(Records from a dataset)
=-=-=

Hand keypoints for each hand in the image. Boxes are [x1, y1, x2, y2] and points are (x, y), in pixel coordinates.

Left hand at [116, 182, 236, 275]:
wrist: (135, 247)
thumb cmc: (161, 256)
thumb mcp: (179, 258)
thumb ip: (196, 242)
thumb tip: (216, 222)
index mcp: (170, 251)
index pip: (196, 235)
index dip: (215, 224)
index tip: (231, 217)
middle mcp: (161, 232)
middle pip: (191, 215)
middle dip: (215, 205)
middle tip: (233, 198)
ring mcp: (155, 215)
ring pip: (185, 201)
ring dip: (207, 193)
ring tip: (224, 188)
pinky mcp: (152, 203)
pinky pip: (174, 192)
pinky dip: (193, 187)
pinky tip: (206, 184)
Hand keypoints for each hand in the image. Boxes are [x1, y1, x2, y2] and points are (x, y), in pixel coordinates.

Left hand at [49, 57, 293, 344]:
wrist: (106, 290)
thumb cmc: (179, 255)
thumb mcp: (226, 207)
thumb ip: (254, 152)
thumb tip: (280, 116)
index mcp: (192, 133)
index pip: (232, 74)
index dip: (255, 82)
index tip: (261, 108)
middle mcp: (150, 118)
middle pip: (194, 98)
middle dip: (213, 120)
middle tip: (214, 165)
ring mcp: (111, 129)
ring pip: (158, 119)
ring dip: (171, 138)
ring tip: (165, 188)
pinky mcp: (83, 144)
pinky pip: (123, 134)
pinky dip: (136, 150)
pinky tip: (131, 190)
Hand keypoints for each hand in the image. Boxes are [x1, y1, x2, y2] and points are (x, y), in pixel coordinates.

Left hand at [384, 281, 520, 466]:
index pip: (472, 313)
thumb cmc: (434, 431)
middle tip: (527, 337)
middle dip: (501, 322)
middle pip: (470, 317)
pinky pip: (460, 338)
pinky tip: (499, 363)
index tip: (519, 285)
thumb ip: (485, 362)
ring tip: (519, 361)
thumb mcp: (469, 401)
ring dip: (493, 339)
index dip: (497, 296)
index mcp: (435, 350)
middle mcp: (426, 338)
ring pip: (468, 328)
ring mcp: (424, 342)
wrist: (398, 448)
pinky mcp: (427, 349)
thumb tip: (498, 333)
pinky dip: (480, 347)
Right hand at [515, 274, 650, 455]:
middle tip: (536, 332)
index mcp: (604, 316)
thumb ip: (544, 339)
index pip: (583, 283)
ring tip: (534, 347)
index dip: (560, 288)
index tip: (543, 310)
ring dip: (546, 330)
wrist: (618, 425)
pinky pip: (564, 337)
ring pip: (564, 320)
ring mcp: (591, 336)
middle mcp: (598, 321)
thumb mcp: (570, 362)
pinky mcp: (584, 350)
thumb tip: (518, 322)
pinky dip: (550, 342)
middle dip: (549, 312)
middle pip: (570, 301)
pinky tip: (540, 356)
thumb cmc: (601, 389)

=-=-=

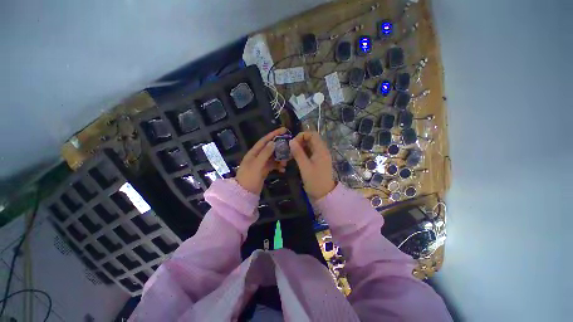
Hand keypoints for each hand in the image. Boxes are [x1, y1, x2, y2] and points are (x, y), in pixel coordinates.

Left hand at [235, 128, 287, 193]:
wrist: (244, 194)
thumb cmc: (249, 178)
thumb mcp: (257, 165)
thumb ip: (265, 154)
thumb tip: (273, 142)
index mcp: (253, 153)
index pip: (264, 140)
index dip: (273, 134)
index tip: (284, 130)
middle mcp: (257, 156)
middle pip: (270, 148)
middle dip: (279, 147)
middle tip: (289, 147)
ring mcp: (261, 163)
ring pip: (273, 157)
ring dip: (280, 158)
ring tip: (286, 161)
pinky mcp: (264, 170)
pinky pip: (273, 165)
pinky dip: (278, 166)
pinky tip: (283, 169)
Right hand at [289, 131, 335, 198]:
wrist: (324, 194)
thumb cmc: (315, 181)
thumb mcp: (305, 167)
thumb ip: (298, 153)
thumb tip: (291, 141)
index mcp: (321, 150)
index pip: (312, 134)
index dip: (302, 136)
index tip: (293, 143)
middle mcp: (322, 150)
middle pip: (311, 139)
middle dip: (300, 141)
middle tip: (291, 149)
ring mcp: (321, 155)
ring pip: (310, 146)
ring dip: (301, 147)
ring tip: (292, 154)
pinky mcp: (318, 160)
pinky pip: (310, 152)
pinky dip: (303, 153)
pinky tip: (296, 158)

=-=-=

- [TASK OBJECTIVE] Using the entries above, repeat only the lines from the one containing "ring mcp: (155, 215)" through the one containing "wrist: (398, 448)", end lines included.

- [RESULT BELOW]
ring mcp: (155, 215)
ring pip: (185, 201)
ring dip: (207, 193)
ring tip: (224, 188)
pinky mcp: (152, 203)
pinky pip: (174, 192)
pinky dip: (193, 187)
pinky tip: (206, 184)
Hand keypoints for each hand in the image. Boxes are [x1, y1, x2, y2] and points are (x, y), in pixel coordinates.

Left hand at [49, 57, 293, 344]:
wrist: (106, 290)
thumb cmc: (179, 255)
thumb mcp: (226, 207)
thumb ip: (254, 152)
thumb tip: (280, 116)
index mcp: (192, 133)
index pip: (232, 74)
index dip: (255, 82)
index tip: (261, 108)
middle mcp: (150, 118)
middle pip: (194, 98)
middle dip: (213, 120)
middle tip: (214, 165)
ring mcp: (111, 129)
ring pip: (158, 119)
ring dip: (171, 138)
ring tip: (165, 188)
pinky mcp: (83, 144)
pinky pip: (123, 134)
pinky dip: (136, 150)
pinky tip: (131, 190)
Hand keypoints for each hand in the image. Boxes are [x1, y1, x2, y2] and points are (x, y), in pixel coordinates.

Left hand at [384, 281, 520, 466]:
index pip: (472, 313)
thumb cmc: (434, 431)
middle tip: (527, 337)
middle dip: (501, 322)
middle pip: (470, 317)
pinky pip: (460, 338)
pinky tip: (499, 363)
index tip: (519, 285)
thumb ip: (485, 362)
ring tip: (519, 361)
thumb mcp: (469, 401)
ring dip: (493, 339)
index dip: (497, 296)
index mcp: (435, 350)
middle mcp: (426, 338)
ring pip: (468, 328)
ring mcp: (424, 342)
wrist: (398, 448)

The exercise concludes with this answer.